> [DIRECTIONS FOR THIS TASK]:
Would you count the lines below that contain the string "Abdulaziz" and reply with that number only?

> [SUPPLIED MATERIAL]:

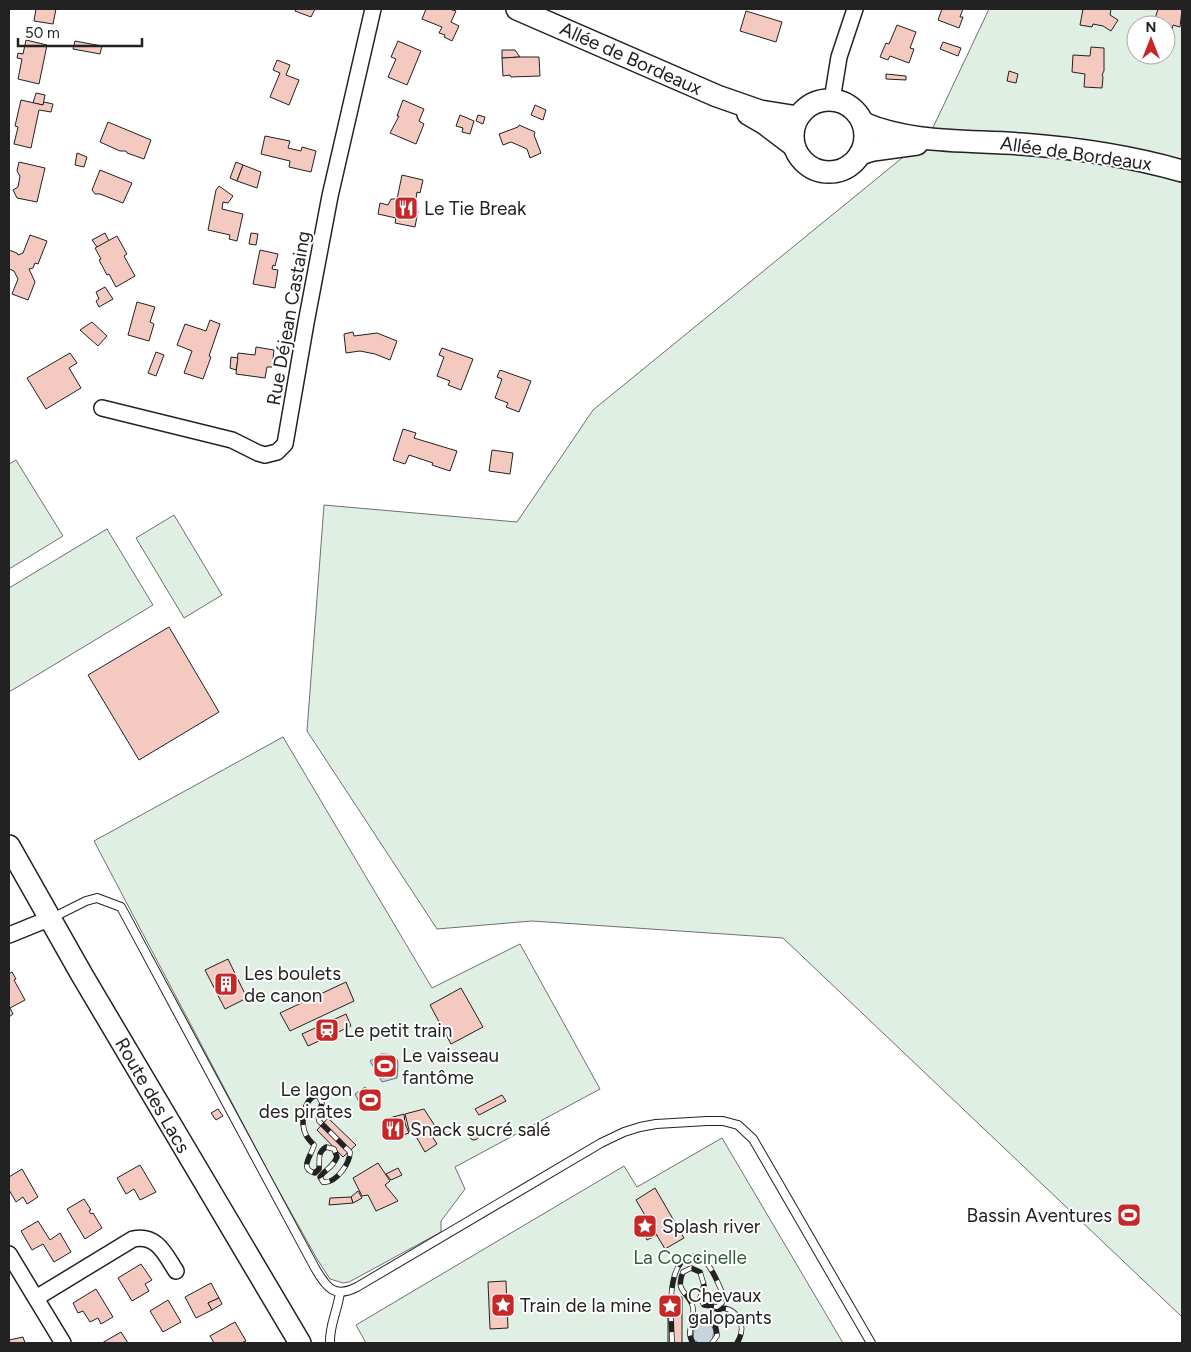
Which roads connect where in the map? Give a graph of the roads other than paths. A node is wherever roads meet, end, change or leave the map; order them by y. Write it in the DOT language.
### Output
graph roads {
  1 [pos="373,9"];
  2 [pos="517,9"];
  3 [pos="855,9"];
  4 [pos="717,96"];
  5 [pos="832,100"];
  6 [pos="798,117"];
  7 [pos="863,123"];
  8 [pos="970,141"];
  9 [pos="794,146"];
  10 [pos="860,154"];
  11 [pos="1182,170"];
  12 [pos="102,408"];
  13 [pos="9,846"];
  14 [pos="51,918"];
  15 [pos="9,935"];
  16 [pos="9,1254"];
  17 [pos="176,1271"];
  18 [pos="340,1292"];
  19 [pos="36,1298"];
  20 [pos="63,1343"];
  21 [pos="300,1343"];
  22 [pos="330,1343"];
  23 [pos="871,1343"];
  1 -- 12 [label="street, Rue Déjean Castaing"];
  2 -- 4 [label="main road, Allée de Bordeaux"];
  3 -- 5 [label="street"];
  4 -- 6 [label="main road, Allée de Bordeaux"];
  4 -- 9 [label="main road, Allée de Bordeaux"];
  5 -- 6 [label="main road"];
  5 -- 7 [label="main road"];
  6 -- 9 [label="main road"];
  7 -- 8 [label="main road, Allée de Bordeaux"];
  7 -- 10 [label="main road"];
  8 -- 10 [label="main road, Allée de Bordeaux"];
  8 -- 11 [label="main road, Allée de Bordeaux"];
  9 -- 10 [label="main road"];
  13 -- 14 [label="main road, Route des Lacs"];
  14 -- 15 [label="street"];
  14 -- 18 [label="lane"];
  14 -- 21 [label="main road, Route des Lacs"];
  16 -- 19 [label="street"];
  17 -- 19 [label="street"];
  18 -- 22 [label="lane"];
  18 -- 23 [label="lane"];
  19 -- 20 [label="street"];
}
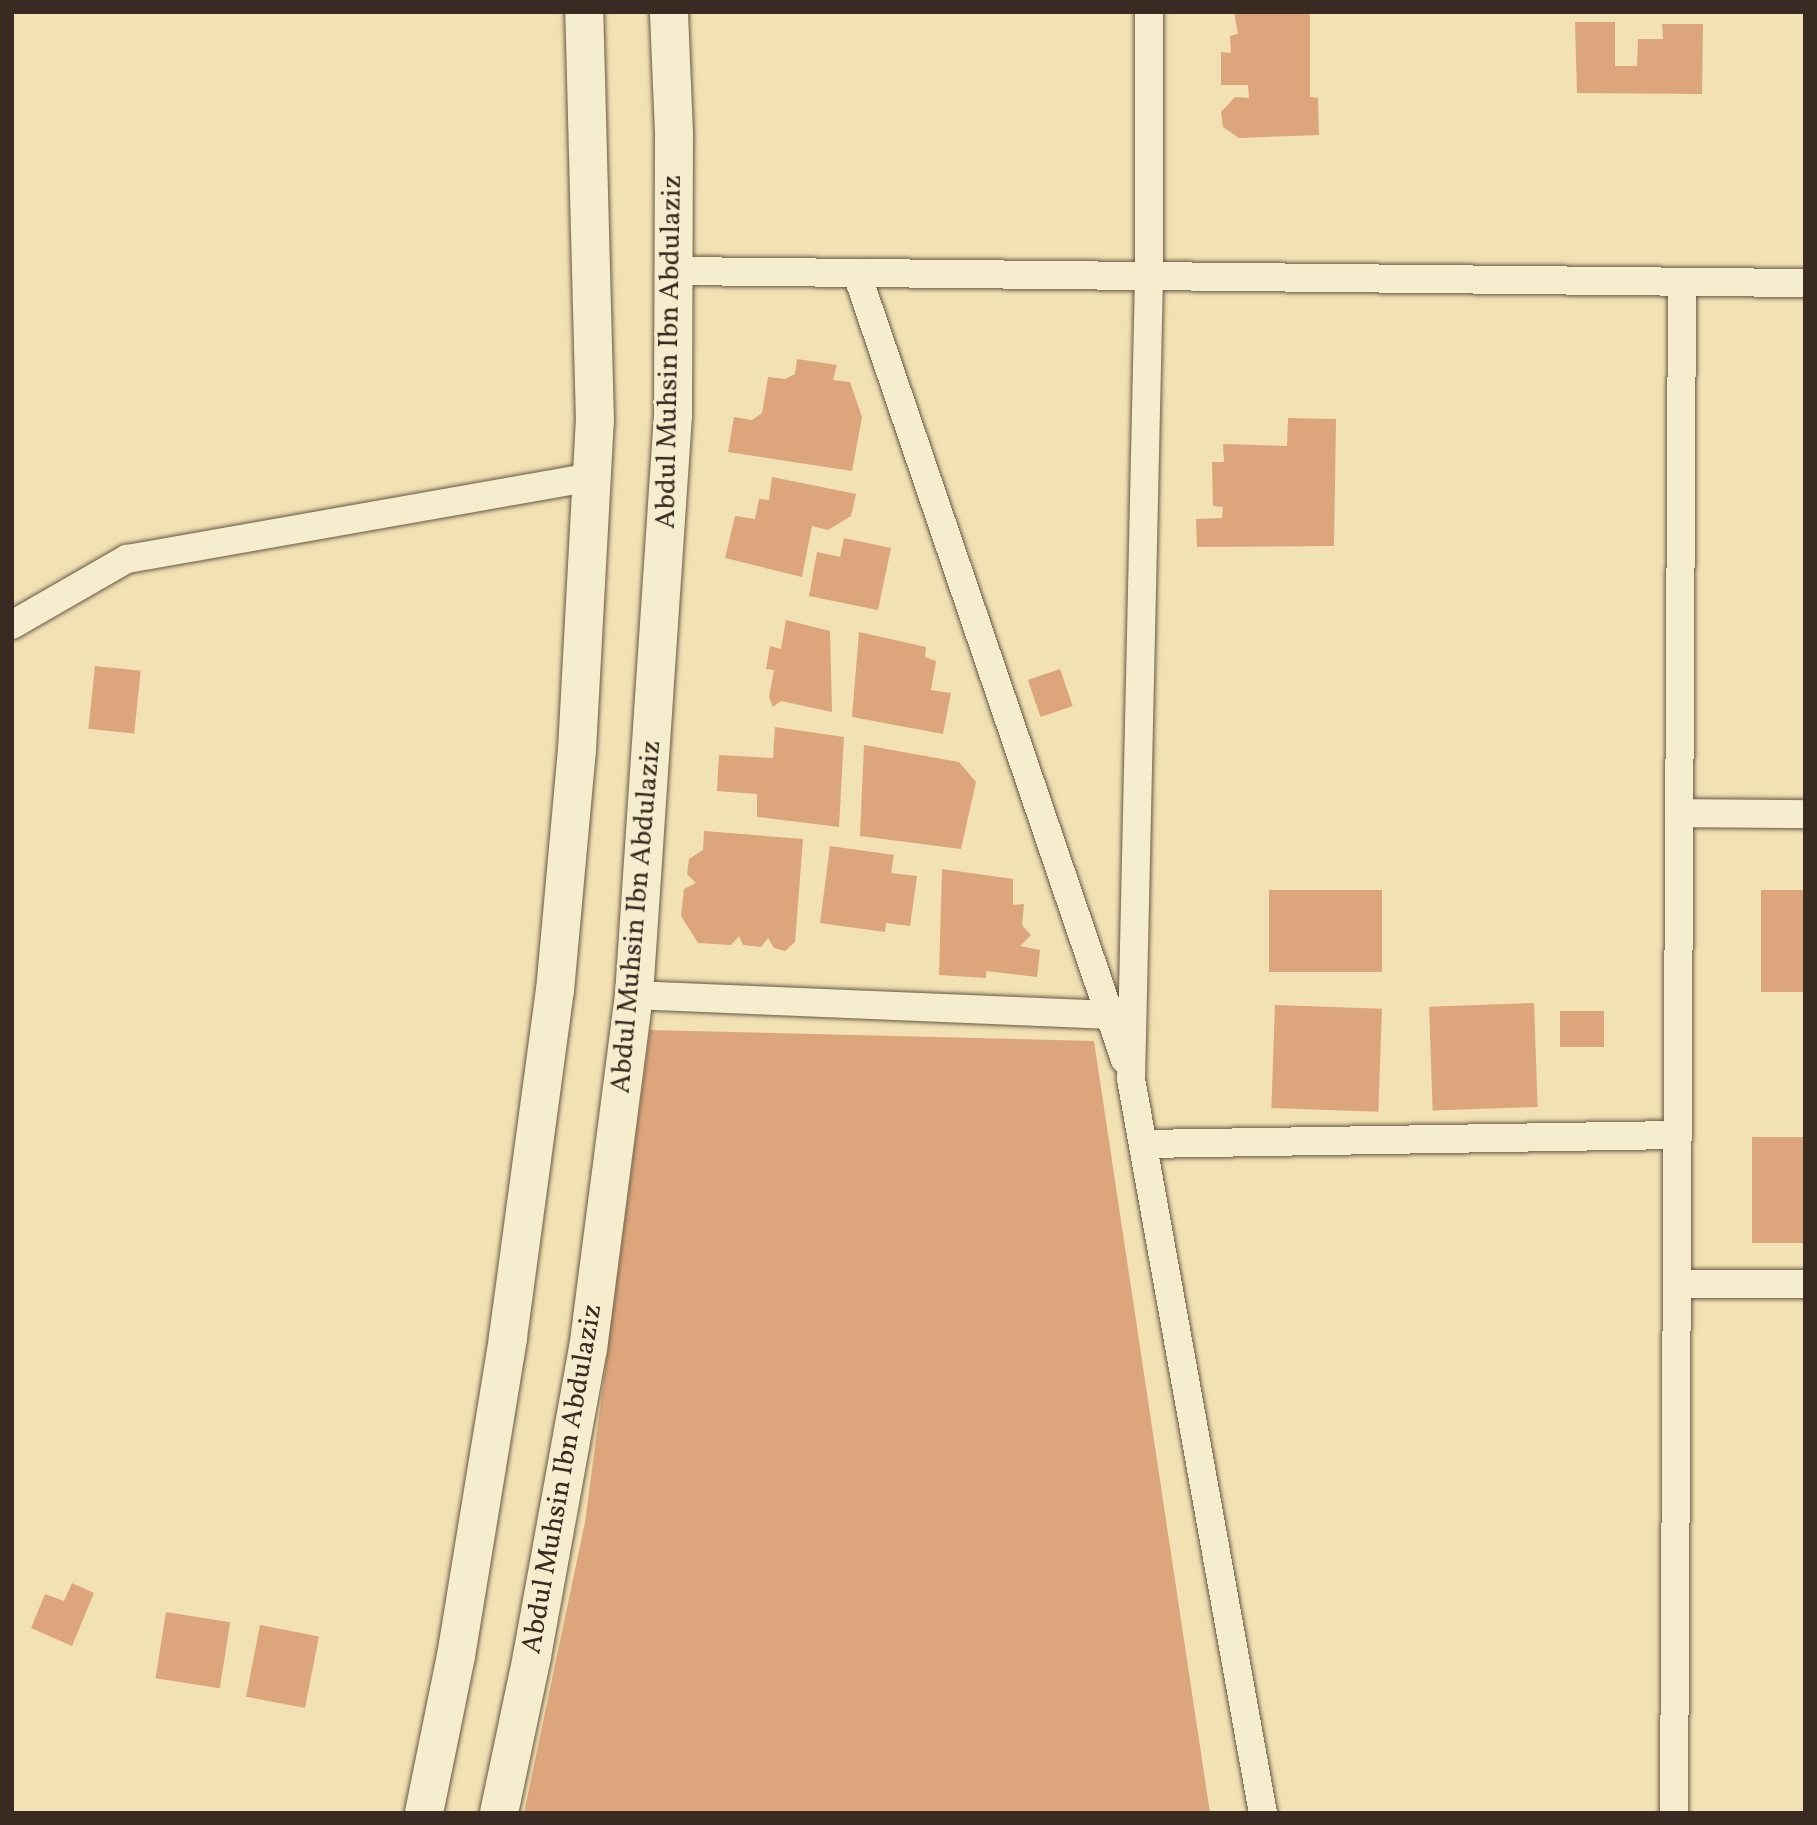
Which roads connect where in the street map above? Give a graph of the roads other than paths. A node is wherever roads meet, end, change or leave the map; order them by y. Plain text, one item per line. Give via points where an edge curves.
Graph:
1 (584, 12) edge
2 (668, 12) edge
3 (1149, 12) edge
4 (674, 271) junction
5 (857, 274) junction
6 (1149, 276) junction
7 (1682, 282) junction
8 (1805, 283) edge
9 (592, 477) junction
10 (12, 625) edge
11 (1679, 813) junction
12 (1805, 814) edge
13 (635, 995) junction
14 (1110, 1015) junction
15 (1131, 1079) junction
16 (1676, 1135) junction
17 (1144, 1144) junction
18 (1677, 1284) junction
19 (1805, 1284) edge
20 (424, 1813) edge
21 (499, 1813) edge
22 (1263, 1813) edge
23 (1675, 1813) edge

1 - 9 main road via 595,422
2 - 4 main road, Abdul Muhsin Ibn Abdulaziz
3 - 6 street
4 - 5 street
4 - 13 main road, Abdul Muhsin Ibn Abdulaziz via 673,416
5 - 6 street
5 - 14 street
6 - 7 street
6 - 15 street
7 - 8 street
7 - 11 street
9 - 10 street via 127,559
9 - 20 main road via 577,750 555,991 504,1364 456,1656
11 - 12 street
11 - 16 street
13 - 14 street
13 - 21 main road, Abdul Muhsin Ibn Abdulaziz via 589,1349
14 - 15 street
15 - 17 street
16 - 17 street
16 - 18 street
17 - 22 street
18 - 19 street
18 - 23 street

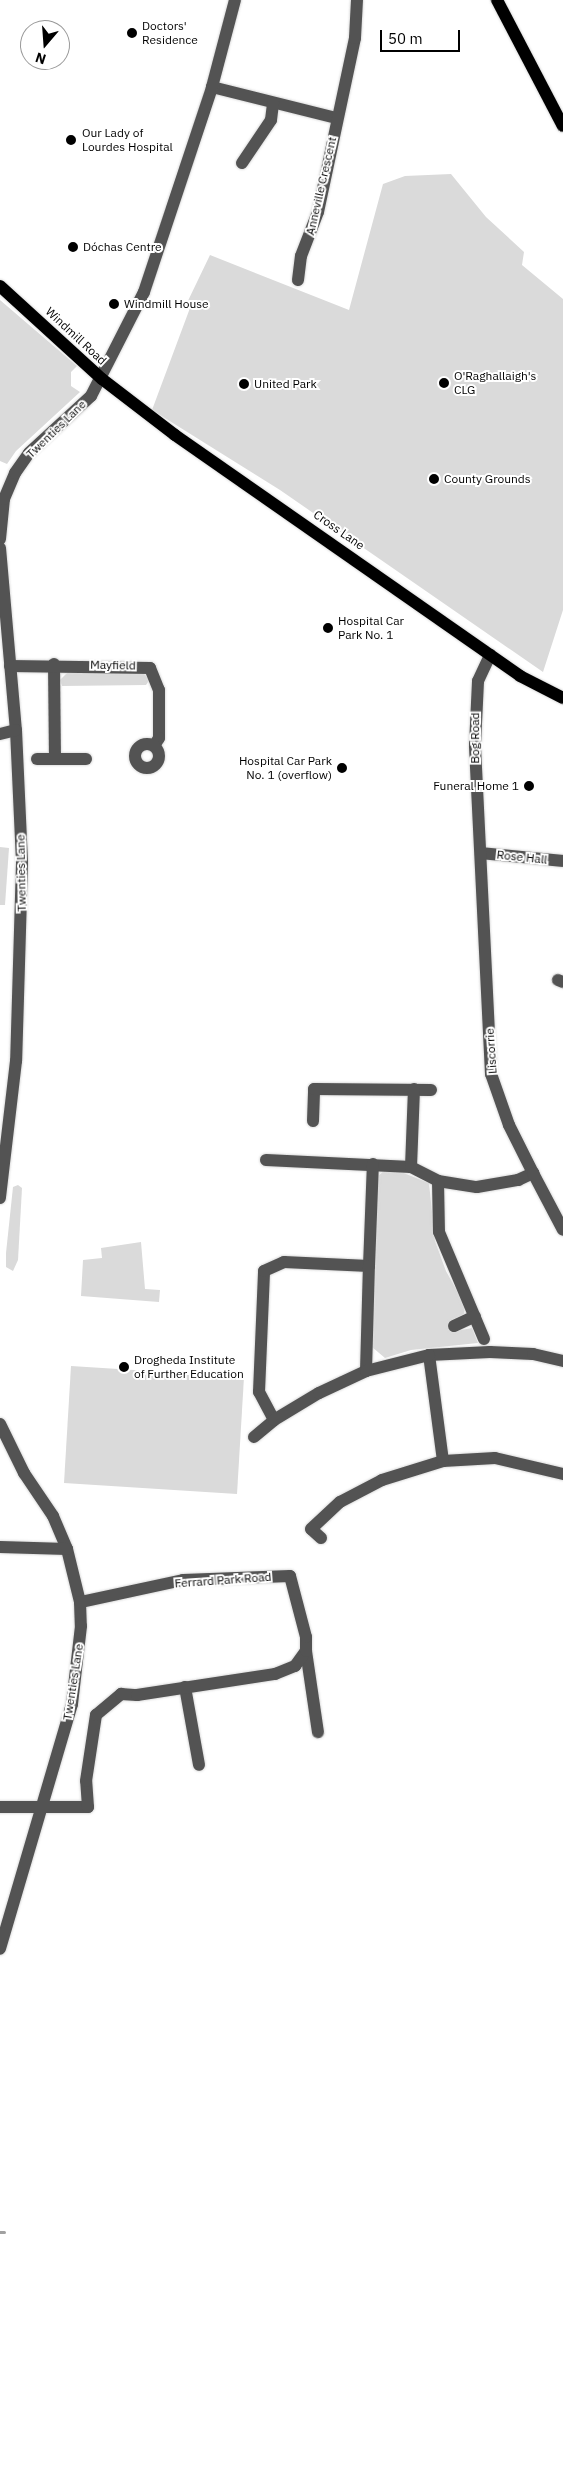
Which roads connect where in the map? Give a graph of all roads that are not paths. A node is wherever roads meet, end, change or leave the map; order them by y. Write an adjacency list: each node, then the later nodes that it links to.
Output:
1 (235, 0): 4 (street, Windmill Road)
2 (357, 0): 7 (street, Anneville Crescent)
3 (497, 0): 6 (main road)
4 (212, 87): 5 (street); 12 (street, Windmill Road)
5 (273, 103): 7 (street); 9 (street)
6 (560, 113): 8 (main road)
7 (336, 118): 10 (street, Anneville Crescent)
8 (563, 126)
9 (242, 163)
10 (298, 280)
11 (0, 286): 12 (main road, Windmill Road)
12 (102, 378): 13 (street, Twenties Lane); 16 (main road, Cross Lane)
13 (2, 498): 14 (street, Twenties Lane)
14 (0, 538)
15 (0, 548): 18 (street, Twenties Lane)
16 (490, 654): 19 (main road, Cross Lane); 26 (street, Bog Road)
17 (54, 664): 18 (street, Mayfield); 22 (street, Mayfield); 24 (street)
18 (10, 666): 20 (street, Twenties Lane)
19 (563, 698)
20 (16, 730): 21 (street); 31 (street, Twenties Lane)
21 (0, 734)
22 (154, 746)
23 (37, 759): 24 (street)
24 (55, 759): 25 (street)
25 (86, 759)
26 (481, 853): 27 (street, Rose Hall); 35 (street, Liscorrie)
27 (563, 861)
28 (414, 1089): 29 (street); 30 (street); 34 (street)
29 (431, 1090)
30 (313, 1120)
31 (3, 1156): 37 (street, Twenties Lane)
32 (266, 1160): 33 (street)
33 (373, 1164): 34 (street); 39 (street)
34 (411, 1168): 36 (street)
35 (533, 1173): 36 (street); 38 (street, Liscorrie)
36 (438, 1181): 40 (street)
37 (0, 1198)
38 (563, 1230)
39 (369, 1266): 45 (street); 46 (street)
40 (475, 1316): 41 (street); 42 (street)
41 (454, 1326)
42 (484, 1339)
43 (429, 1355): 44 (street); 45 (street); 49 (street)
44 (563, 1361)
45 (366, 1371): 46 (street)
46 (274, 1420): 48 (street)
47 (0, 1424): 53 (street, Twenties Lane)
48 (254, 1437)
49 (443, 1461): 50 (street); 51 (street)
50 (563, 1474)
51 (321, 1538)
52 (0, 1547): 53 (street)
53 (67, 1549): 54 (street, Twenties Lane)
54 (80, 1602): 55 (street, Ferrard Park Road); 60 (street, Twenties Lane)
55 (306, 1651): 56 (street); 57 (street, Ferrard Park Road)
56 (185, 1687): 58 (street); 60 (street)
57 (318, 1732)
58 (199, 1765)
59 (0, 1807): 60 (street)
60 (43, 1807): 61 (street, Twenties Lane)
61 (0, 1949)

> [YOUR RESPONSE]:
3